*WHAT TO DO*: For the entries below, report the number of lines containing "graph", without any other content.

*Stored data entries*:
------------------------------

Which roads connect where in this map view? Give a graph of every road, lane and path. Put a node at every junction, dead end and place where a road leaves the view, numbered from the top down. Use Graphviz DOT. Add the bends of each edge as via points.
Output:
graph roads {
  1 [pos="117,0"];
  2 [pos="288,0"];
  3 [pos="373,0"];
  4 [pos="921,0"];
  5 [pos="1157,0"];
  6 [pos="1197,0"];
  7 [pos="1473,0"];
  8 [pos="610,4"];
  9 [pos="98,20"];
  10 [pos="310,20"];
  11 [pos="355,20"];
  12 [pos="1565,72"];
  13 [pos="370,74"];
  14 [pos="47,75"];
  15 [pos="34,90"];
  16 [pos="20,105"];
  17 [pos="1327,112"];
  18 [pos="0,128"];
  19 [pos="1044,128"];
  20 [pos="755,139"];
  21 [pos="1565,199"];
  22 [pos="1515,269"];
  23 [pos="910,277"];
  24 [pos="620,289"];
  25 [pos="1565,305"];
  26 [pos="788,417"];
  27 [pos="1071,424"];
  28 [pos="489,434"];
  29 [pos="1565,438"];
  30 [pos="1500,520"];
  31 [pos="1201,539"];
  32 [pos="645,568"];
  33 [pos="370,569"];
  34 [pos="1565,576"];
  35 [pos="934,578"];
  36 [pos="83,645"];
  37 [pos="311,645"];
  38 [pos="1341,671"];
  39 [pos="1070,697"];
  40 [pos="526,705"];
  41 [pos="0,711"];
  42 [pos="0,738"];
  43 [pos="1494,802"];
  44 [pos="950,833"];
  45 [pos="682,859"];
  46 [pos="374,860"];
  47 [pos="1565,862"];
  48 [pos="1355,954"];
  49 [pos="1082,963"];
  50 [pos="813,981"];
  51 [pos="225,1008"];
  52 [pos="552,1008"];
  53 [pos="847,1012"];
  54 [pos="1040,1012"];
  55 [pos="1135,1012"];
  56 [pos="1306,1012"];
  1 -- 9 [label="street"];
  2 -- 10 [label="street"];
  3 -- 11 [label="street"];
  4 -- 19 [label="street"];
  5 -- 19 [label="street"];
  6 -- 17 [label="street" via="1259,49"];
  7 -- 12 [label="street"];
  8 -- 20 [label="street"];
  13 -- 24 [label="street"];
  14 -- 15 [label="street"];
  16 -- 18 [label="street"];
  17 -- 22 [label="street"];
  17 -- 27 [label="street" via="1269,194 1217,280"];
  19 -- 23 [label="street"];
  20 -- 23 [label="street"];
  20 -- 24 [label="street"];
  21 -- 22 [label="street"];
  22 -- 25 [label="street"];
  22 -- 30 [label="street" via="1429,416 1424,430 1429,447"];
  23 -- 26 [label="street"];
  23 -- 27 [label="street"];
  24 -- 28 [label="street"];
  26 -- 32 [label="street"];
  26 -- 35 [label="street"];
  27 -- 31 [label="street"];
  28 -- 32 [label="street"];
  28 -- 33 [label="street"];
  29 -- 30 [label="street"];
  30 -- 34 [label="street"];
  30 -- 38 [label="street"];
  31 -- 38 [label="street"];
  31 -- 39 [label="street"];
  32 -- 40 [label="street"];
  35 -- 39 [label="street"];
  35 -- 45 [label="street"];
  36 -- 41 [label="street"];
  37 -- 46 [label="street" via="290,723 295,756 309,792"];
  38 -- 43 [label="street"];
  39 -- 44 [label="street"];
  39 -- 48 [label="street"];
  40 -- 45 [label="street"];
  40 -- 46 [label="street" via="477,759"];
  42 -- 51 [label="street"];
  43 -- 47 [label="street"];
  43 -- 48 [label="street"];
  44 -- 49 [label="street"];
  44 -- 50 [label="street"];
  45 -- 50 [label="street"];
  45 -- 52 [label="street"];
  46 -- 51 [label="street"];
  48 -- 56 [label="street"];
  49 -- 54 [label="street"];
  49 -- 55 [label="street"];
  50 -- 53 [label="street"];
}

------------------------------

*EXERCISE ANSWER*: 2